__EXERCISE__
Could you show each line of the records that contains the word "Boskapellaan"?

__Recorded data__

------------------------------------------------

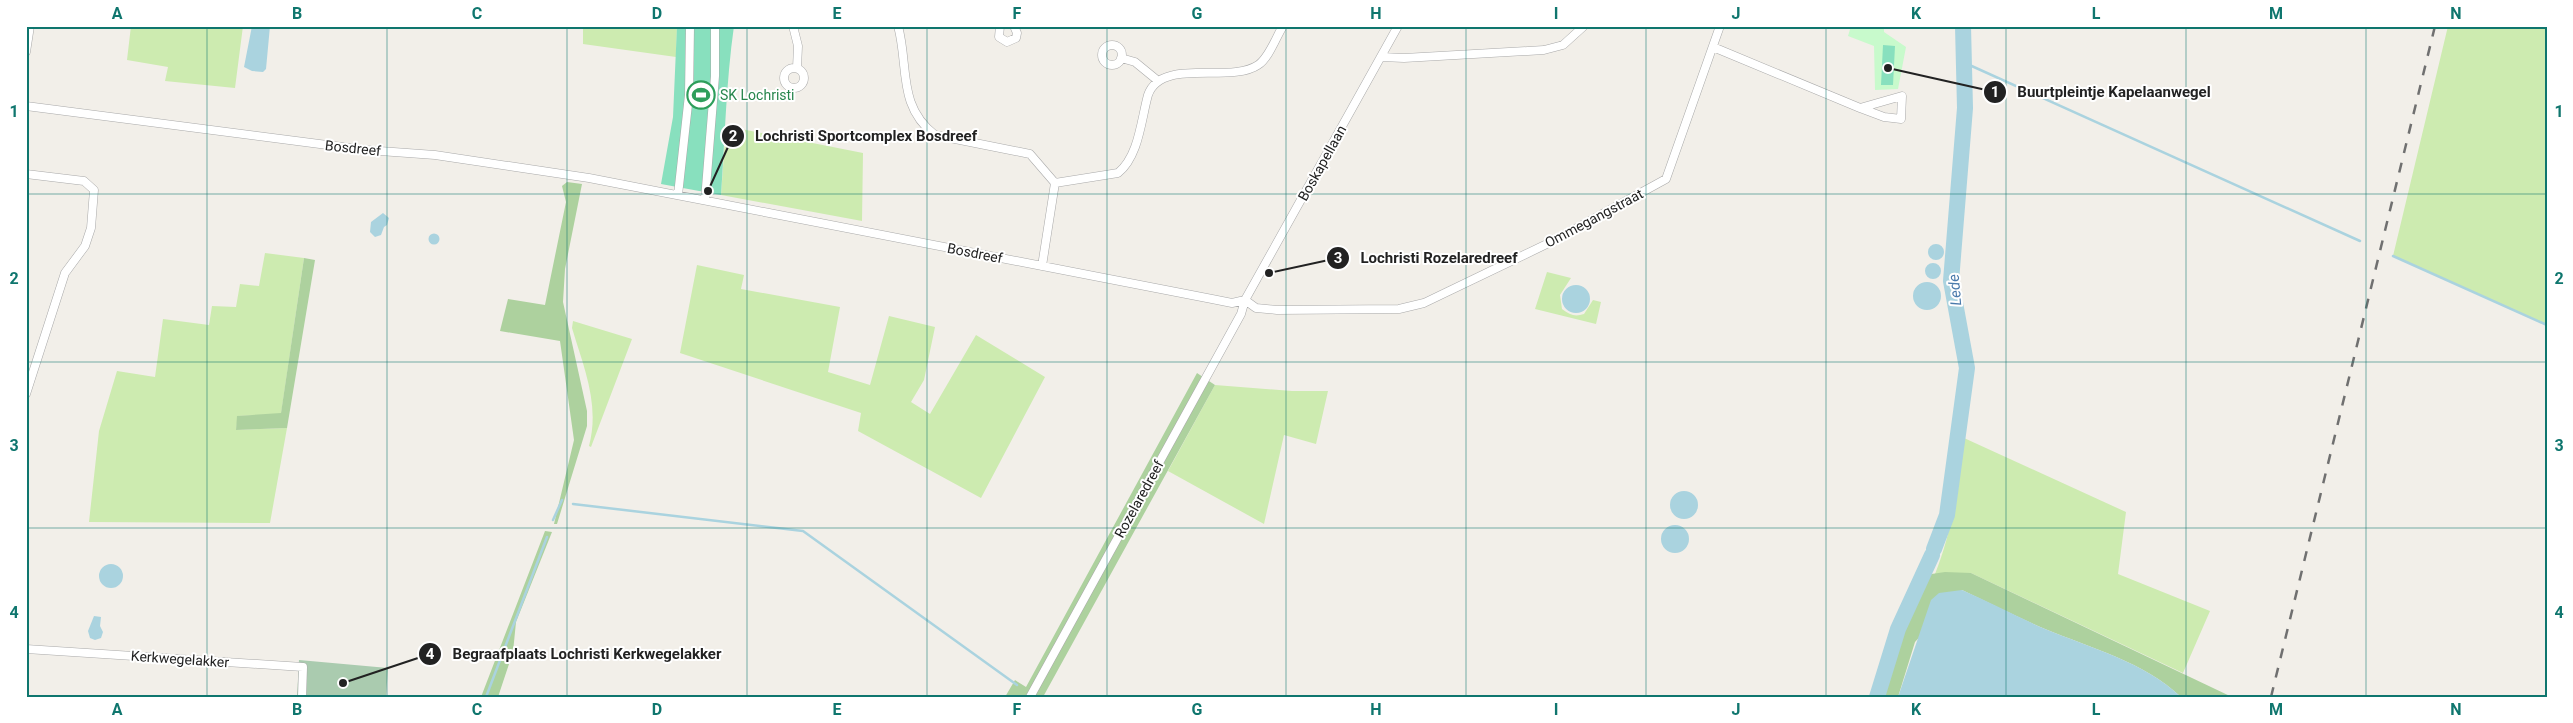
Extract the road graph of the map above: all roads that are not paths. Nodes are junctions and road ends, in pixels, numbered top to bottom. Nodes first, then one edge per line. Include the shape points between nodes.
1 (30, 26) edge
2 (690, 26) edge
3 (715, 26) edge
4 (793, 26) edge
5 (898, 26) edge
6 (1000, 26) edge
7 (1014, 26) edge
8 (1283, 26) edge
9 (1584, 26) edge
10 (1720, 26) edge
11 (1396, 27) edge
12 (1713, 47) junction
13 (26, 52) edge
14 (1382, 57) junction
15 (1121, 58) dead end
16 (797, 68) dead end
17 (1157, 80) junction
18 (26, 106) edge
19 (1860, 108) junction
20 (26, 174) edge
21 (1055, 183) junction
22 (678, 195) junction
23 (704, 200) junction
24 (1042, 266) junction
25 (1245, 300) junction
26 (29, 374) edge
27 (26, 394) edge
28 (26, 649) edge
29 (302, 697) edge
30 (1030, 697) edge

1 - 13 street
2 - 22 street via 690,95
3 - 23 street via 715,76
4 - 16 street via 798,46
5 - 21 street via 904,45 905,87 917,119 926,128 935,135 1030,154
6 - 7 street via 999,36 1007,42 1016,38
8 - 17 street via 1258,65 1245,70
9 - 14 street via 1563,45 1544,50
10 - 12 street, Ommegangstraat
11 - 14 street, Boskapellaan
12 - 19 street
12 - 25 street, Ommegangstraat via 1666,179 1554,241 1424,303 1399,310 1277,310 1256,308
14 - 25 street, Boskapellaan
15 - 17 street via 1135,62
17 - 21 street via 1150,87 1132,155 1126,166 1118,173
18 - 22 street, Bosdreef via 366,150 435,155
19 - 19 street via 1901,119 1902,96
20 - 26 street via 84,182 94,190 95,197 85,246 65,273
21 - 24 street
22 - 23 street, Bosdreef
23 - 24 street, Bosdreef
24 - 25 street, Bosdreef via 1232,303
25 - 30 street, Rozelaredreef via 1241,314
26 - 27 street
28 - 29 street, Kerkwegelakker via 303,667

------------------------------------------------

__TASK ANSWER__
11 - 14 street, Boskapellaan
14 - 25 street, Boskapellaan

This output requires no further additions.